Each line of the material must be repeated precisely, with the pictures left out.

═════ PROVIDED DATA

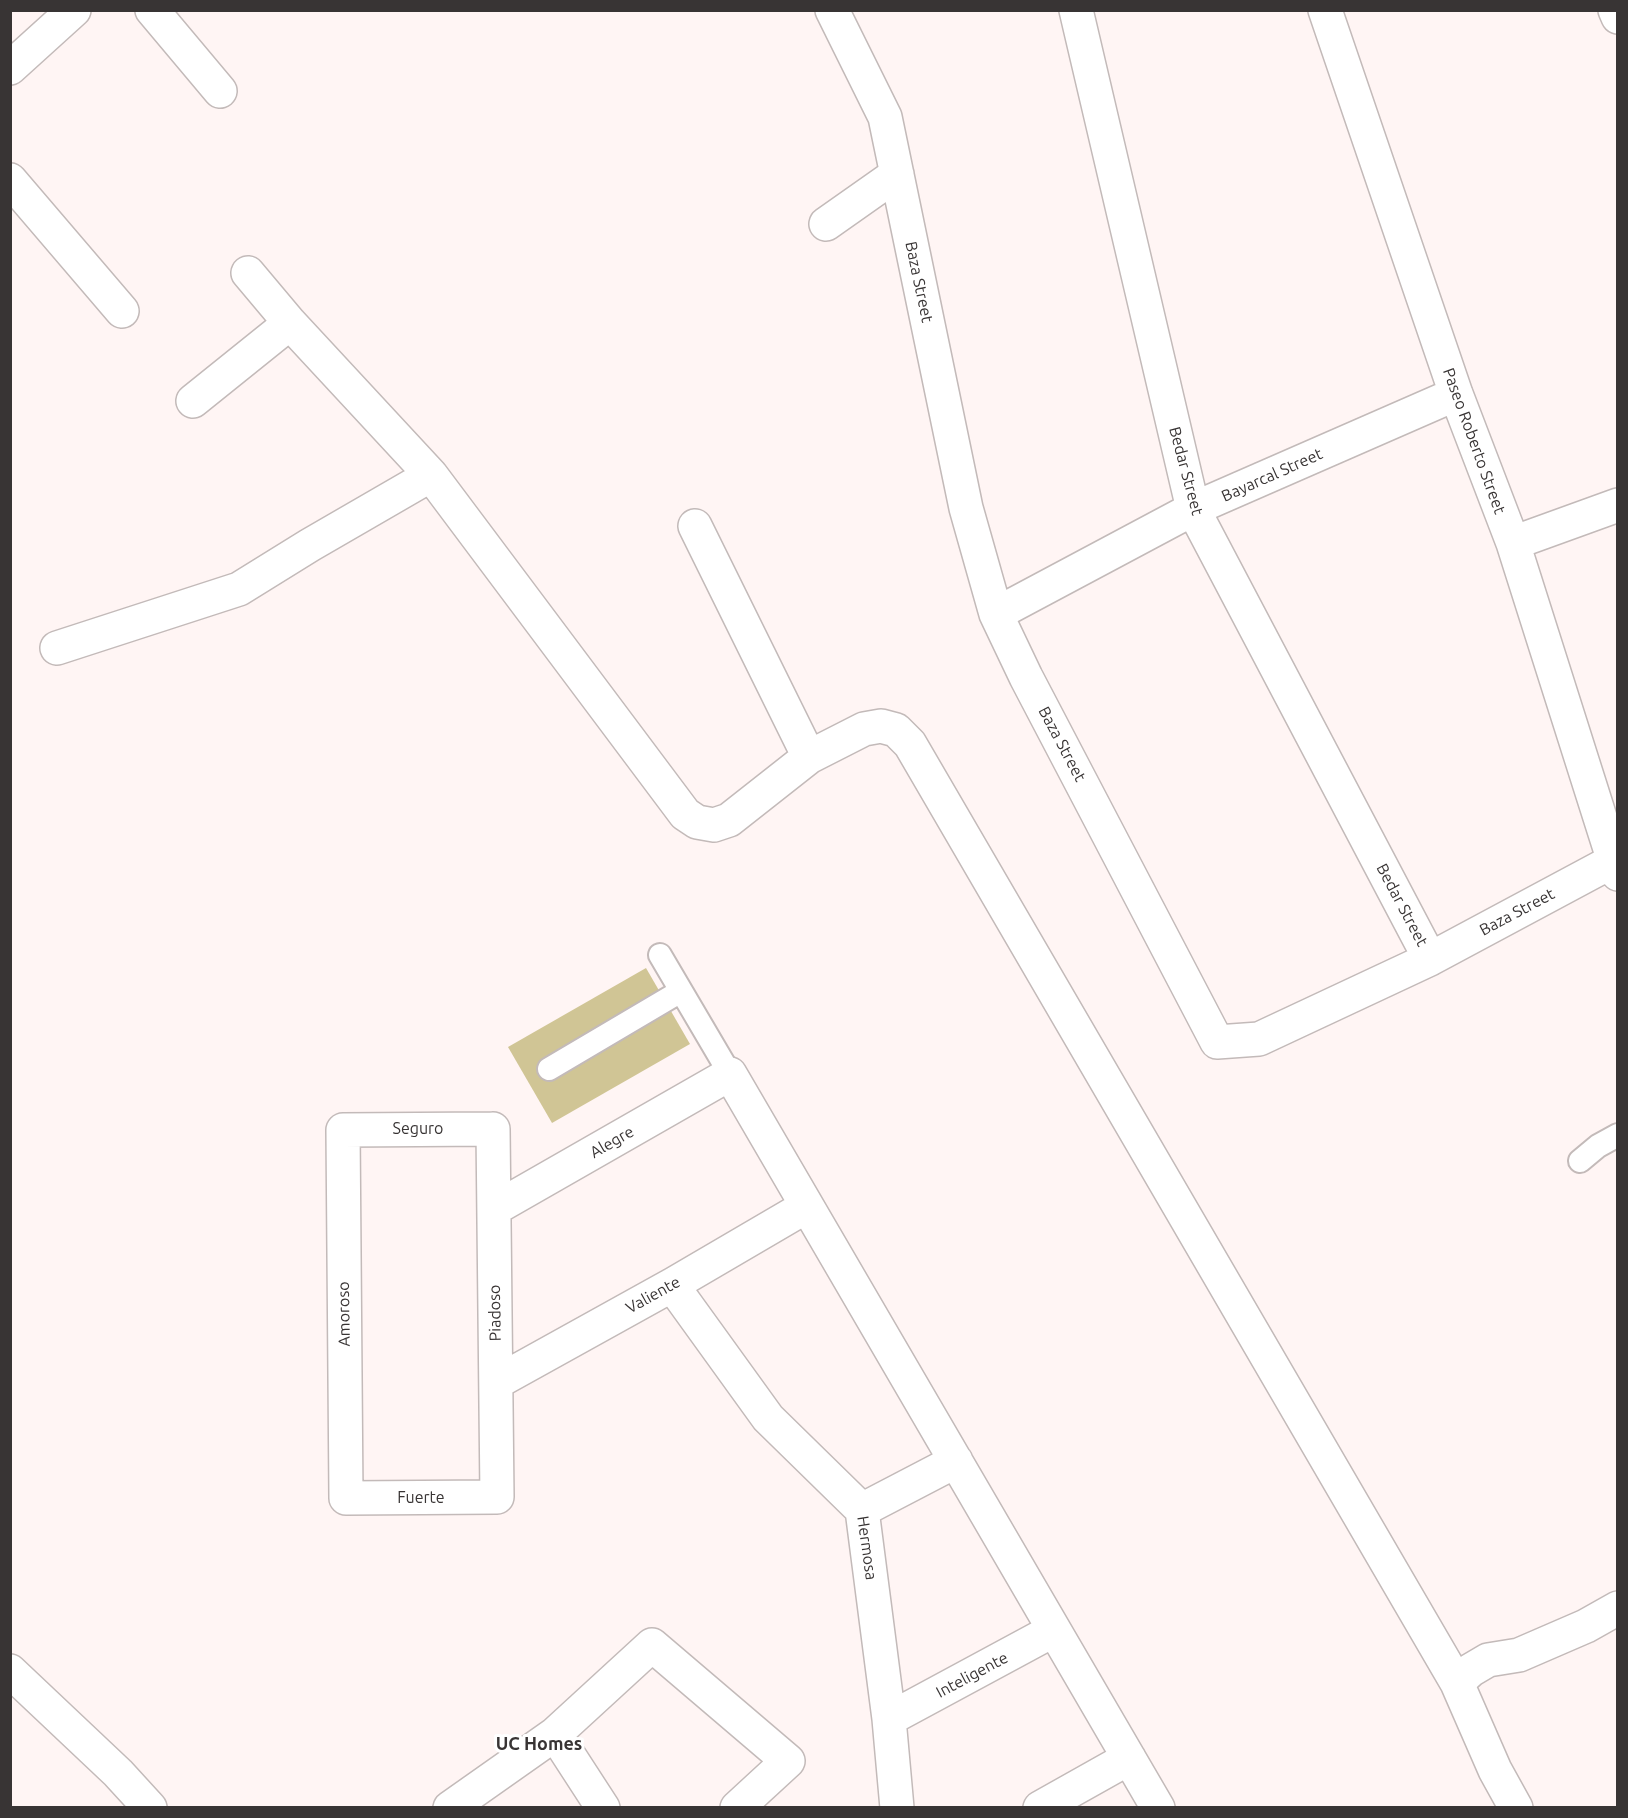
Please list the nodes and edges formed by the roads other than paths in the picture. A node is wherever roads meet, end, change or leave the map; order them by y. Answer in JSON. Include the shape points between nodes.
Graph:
{"nodes":[{"id":1,"x":74,"y":10,"type":"edge"},
{"id":2,"x":152,"y":10,"type":"edge"},
{"id":3,"x":832,"y":10,"type":"edge"},
{"id":4,"x":1076,"y":10,"type":"edge"},
{"id":5,"x":1325,"y":10,"type":"edge"},
{"id":6,"x":1615,"y":10,"type":"edge"},
{"id":7,"x":1617,"y":17,"type":"edge"},
{"id":8,"x":10,"y":68,"type":"edge"},
{"id":9,"x":220,"y":91,"type":"dead end"},
{"id":10,"x":897,"y":174,"type":"junction"},
{"id":11,"x":10,"y":180,"type":"edge"},
{"id":12,"x":826,"y":224,"type":"dead end"},
{"id":13,"x":248,"y":273,"type":"dead end"},
{"id":14,"x":122,"y":311,"type":"dead end"},
{"id":15,"x":290,"y":323,"type":"junction"},
{"id":16,"x":1456,"y":394,"type":"junction"},
{"id":17,"x":193,"y":401,"type":"dead end"},
{"id":18,"x":430,"y":475,"type":"junction"},
{"id":19,"x":1617,"y":505,"type":"edge"},
{"id":20,"x":1193,"y":509,"type":"junction"},
{"id":21,"x":695,"y":526,"type":"dead end"},
{"id":22,"x":1513,"y":543,"type":"junction"},
{"id":23,"x":996,"y":614,"type":"junction"},
{"id":24,"x":57,"y":648,"type":"dead end"},
{"id":25,"x":809,"y":757,"type":"junction"},
{"id":26,"x":1615,"y":867,"type":"edge"},
{"id":27,"x":660,"y":955,"type":"dead end"},
{"id":28,"x":1430,"y":958,"type":"junction"},
{"id":29,"x":681,"y":991,"type":"junction"},
{"id":30,"x":549,"y":1069,"type":"dead end"},
{"id":31,"x":730,"y":1074,"type":"junction"},
{"id":32,"x":493,"y":1129,"type":"joint"},
{"id":33,"x":343,"y":1130,"type":"joint"},
{"id":34,"x":1617,"y":1136,"type":"edge"},
{"id":35,"x":1580,"y":1161,"type":"dead end"},
{"id":36,"x":807,"y":1206,"type":"junction"},
{"id":37,"x":494,"y":1209,"type":"junction"},
{"id":38,"x":672,"y":1285,"type":"junction"},
{"id":39,"x":497,"y":1382,"type":"junction"},
{"id":40,"x":956,"y":1461,"type":"junction"},
{"id":41,"x":497,"y":1497,"type":"joint"},
{"id":42,"x":346,"y":1498,"type":"joint"},
{"id":43,"x":862,"y":1510,"type":"junction"},
{"id":44,"x":1617,"y":1608,"type":"edge"},
{"id":45,"x":1054,"y":1630,"type":"junction"},
{"id":46,"x":10,"y":1671,"type":"edge"},
{"id":47,"x":1457,"y":1683,"type":"junction"},
{"id":48,"x":890,"y":1719,"type":"junction"},
{"id":49,"x":555,"y":1734,"type":"junction"},
{"id":50,"x":1129,"y":1758,"type":"junction"},
{"id":51,"x":150,"y":1808,"type":"edge"},
{"id":52,"x":450,"y":1808,"type":"edge"},
{"id":53,"x":603,"y":1808,"type":"edge"},
{"id":54,"x":737,"y":1808,"type":"edge"},
{"id":55,"x":897,"y":1808,"type":"edge"},
{"id":56,"x":1040,"y":1808,"type":"edge"},
{"id":57,"x":1158,"y":1808,"type":"edge"},
{"id":58,"x":1516,"y":1808,"type":"edge"}],
"edges":[{"from":1,"to":8,"type":"street"},
{"from":2,"to":9,"type":"street"},
{"from":3,"to":10,"type":"street","name":"Baza Street","via":[[885,117]]},
{"from":4,"to":20,"type":"street","name":"Bedar Street"},
{"from":5,"to":16,"type":"street","name":"Paseo Roberto Street"},
{"from":6,"to":7,"type":"street"},
{"from":10,"to":12,"type":"street"},
{"from":10,"to":23,"type":"street","name":"Baza Street","via":[[966,508]]},
{"from":11,"to":14,"type":"street"},
{"from":13,"to":15,"type":"street"},
{"from":15,"to":17,"type":"street"},
{"from":15,"to":18,"type":"street"},
{"from":16,"to":20,"type":"street","name":"Bayarcal Street"},
{"from":16,"to":22,"type":"street","name":"Paseo Roberto Street"},
{"from":18,"to":24,"type":"street","via":[[239,589]]},
{"from":18,"to":25,"type":"street","via":[[685,814],[714,825],[729,820]]},
{"from":19,"to":22,"type":"street"},
{"from":20,"to":23,"type":"street","name":"Bayarcal Street"},
{"from":20,"to":28,"type":"street","name":"Bedar Street"},
{"from":21,"to":25,"type":"street"},
{"from":22,"to":26,"type":"street","name":"Paseo Roberto Street"},
{"from":23,"to":28,"type":"street","name":"Baza Street","via":[[1217,1042],[1259,1040]]},
{"from":25,"to":47,"type":"street","via":[[864,729],[881,726],[896,730],[910,744]]},
{"from":26,"to":28,"type":"street","name":"Baza Street"},
{"from":27,"to":29,"type":"lane"},
{"from":29,"to":30,"type":"lane"},
{"from":29,"to":31,"type":"lane"},
{"from":31,"to":36,"type":"street"},
{"from":31,"to":37,"type":"street","name":"Alegre"},
{"from":32,"to":33,"type":"street","name":"Seguro"},
{"from":32,"to":37,"type":"street","name":"Piadoso"},
{"from":33,"to":42,"type":"street","name":"Amoroso"},
{"from":34,"to":35,"type":"lane"},
{"from":36,"to":38,"type":"street","name":"Valiente"},
{"from":36,"to":40,"type":"street"},
{"from":37,"to":39,"type":"street","name":"Piadoso"},
{"from":38,"to":39,"type":"street","name":"Valiente"},
{"from":38,"to":43,"type":"street","name":"Hermosa","via":[[768,1418]]},
{"from":39,"to":41,"type":"street","name":"Piadoso"},
{"from":40,"to":43,"type":"street"},
{"from":40,"to":45,"type":"street"},
{"from":41,"to":42,"type":"street","name":"Fuerte"},
{"from":43,"to":48,"type":"street","name":"Hermosa"},
{"from":44,"to":47,"type":"street","via":[[1586,1626],[1519,1654],[1488,1660]]},
{"from":45,"to":48,"type":"street","name":"Inteligente"},
{"from":45,"to":50,"type":"street"},
{"from":46,"to":51,"type":"street"},
{"from":47,"to":58,"type":"street"},
{"from":48,"to":55,"type":"street","name":"Hermosa"},
{"from":49,"to":52,"type":"street"},
{"from":49,"to":53,"type":"street"},
{"from":49,"to":54,"type":"street","via":[[652,1645],[788,1761]]},
{"from":50,"to":56,"type":"street"},
{"from":50,"to":57,"type":"street"}]}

══════════

**ANSWER SPACE**
Please list the nodes and edges formed by the roads other than paths in the picture. A node is wherever roads meet, end, change or leave the map; order them by y. Answer in JSON. Include the shape points between nodes.
Graph:
{"nodes":[{"id":1,"x":74,"y":10,"type":"edge"},
{"id":2,"x":152,"y":10,"type":"edge"},
{"id":3,"x":832,"y":10,"type":"edge"},
{"id":4,"x":1076,"y":10,"type":"edge"},
{"id":5,"x":1325,"y":10,"type":"edge"},
{"id":6,"x":1615,"y":10,"type":"edge"},
{"id":7,"x":1617,"y":17,"type":"edge"},
{"id":8,"x":10,"y":68,"type":"edge"},
{"id":9,"x":220,"y":91,"type":"dead end"},
{"id":10,"x":897,"y":174,"type":"junction"},
{"id":11,"x":10,"y":180,"type":"edge"},
{"id":12,"x":826,"y":224,"type":"dead end"},
{"id":13,"x":248,"y":273,"type":"dead end"},
{"id":14,"x":122,"y":311,"type":"dead end"},
{"id":15,"x":290,"y":323,"type":"junction"},
{"id":16,"x":1456,"y":394,"type":"junction"},
{"id":17,"x":193,"y":401,"type":"dead end"},
{"id":18,"x":430,"y":475,"type":"junction"},
{"id":19,"x":1617,"y":505,"type":"edge"},
{"id":20,"x":1193,"y":509,"type":"junction"},
{"id":21,"x":695,"y":526,"type":"dead end"},
{"id":22,"x":1513,"y":543,"type":"junction"},
{"id":23,"x":996,"y":614,"type":"junction"},
{"id":24,"x":57,"y":648,"type":"dead end"},
{"id":25,"x":809,"y":757,"type":"junction"},
{"id":26,"x":1615,"y":867,"type":"edge"},
{"id":27,"x":660,"y":955,"type":"dead end"},
{"id":28,"x":1430,"y":958,"type":"junction"},
{"id":29,"x":681,"y":991,"type":"junction"},
{"id":30,"x":549,"y":1069,"type":"dead end"},
{"id":31,"x":730,"y":1074,"type":"junction"},
{"id":32,"x":493,"y":1129,"type":"joint"},
{"id":33,"x":343,"y":1130,"type":"joint"},
{"id":34,"x":1617,"y":1136,"type":"edge"},
{"id":35,"x":1580,"y":1161,"type":"dead end"},
{"id":36,"x":807,"y":1206,"type":"junction"},
{"id":37,"x":494,"y":1209,"type":"junction"},
{"id":38,"x":672,"y":1285,"type":"junction"},
{"id":39,"x":497,"y":1382,"type":"junction"},
{"id":40,"x":956,"y":1461,"type":"junction"},
{"id":41,"x":497,"y":1497,"type":"joint"},
{"id":42,"x":346,"y":1498,"type":"joint"},
{"id":43,"x":862,"y":1510,"type":"junction"},
{"id":44,"x":1617,"y":1608,"type":"edge"},
{"id":45,"x":1054,"y":1630,"type":"junction"},
{"id":46,"x":10,"y":1671,"type":"edge"},
{"id":47,"x":1457,"y":1683,"type":"junction"},
{"id":48,"x":890,"y":1719,"type":"junction"},
{"id":49,"x":555,"y":1734,"type":"junction"},
{"id":50,"x":1129,"y":1758,"type":"junction"},
{"id":51,"x":150,"y":1808,"type":"edge"},
{"id":52,"x":450,"y":1808,"type":"edge"},
{"id":53,"x":603,"y":1808,"type":"edge"},
{"id":54,"x":737,"y":1808,"type":"edge"},
{"id":55,"x":897,"y":1808,"type":"edge"},
{"id":56,"x":1040,"y":1808,"type":"edge"},
{"id":57,"x":1158,"y":1808,"type":"edge"},
{"id":58,"x":1516,"y":1808,"type":"edge"}],
"edges":[{"from":1,"to":8,"type":"street"},
{"from":2,"to":9,"type":"street"},
{"from":3,"to":10,"type":"street","name":"Baza Street","via":[[885,117]]},
{"from":4,"to":20,"type":"street","name":"Bedar Street"},
{"from":5,"to":16,"type":"street","name":"Paseo Roberto Street"},
{"from":6,"to":7,"type":"street"},
{"from":10,"to":12,"type":"street"},
{"from":10,"to":23,"type":"street","name":"Baza Street","via":[[966,508]]},
{"from":11,"to":14,"type":"street"},
{"from":13,"to":15,"type":"street"},
{"from":15,"to":17,"type":"street"},
{"from":15,"to":18,"type":"street"},
{"from":16,"to":20,"type":"street","name":"Bayarcal Street"},
{"from":16,"to":22,"type":"street","name":"Paseo Roberto Street"},
{"from":18,"to":24,"type":"street","via":[[239,589]]},
{"from":18,"to":25,"type":"street","via":[[685,814],[714,825],[729,820]]},
{"from":19,"to":22,"type":"street"},
{"from":20,"to":23,"type":"street","name":"Bayarcal Street"},
{"from":20,"to":28,"type":"street","name":"Bedar Street"},
{"from":21,"to":25,"type":"street"},
{"from":22,"to":26,"type":"street","name":"Paseo Roberto Street"},
{"from":23,"to":28,"type":"street","name":"Baza Street","via":[[1217,1042],[1259,1040]]},
{"from":25,"to":47,"type":"street","via":[[864,729],[881,726],[896,730],[910,744]]},
{"from":26,"to":28,"type":"street","name":"Baza Street"},
{"from":27,"to":29,"type":"lane"},
{"from":29,"to":30,"type":"lane"},
{"from":29,"to":31,"type":"lane"},
{"from":31,"to":36,"type":"street"},
{"from":31,"to":37,"type":"street","name":"Alegre"},
{"from":32,"to":33,"type":"street","name":"Seguro"},
{"from":32,"to":37,"type":"street","name":"Piadoso"},
{"from":33,"to":42,"type":"street","name":"Amoroso"},
{"from":34,"to":35,"type":"lane"},
{"from":36,"to":38,"type":"street","name":"Valiente"},
{"from":36,"to":40,"type":"street"},
{"from":37,"to":39,"type":"street","name":"Piadoso"},
{"from":38,"to":39,"type":"street","name":"Valiente"},
{"from":38,"to":43,"type":"street","name":"Hermosa","via":[[768,1418]]},
{"from":39,"to":41,"type":"street","name":"Piadoso"},
{"from":40,"to":43,"type":"street"},
{"from":40,"to":45,"type":"street"},
{"from":41,"to":42,"type":"street","name":"Fuerte"},
{"from":43,"to":48,"type":"street","name":"Hermosa"},
{"from":44,"to":47,"type":"street","via":[[1586,1626],[1519,1654],[1488,1660]]},
{"from":45,"to":48,"type":"street","name":"Inteligente"},
{"from":45,"to":50,"type":"street"},
{"from":46,"to":51,"type":"street"},
{"from":47,"to":58,"type":"street"},
{"from":48,"to":55,"type":"street","name":"Hermosa"},
{"from":49,"to":52,"type":"street"},
{"from":49,"to":53,"type":"street"},
{"from":49,"to":54,"type":"street","via":[[652,1645],[788,1761]]},
{"from":50,"to":56,"type":"street"},
{"from":50,"to":57,"type":"street"}]}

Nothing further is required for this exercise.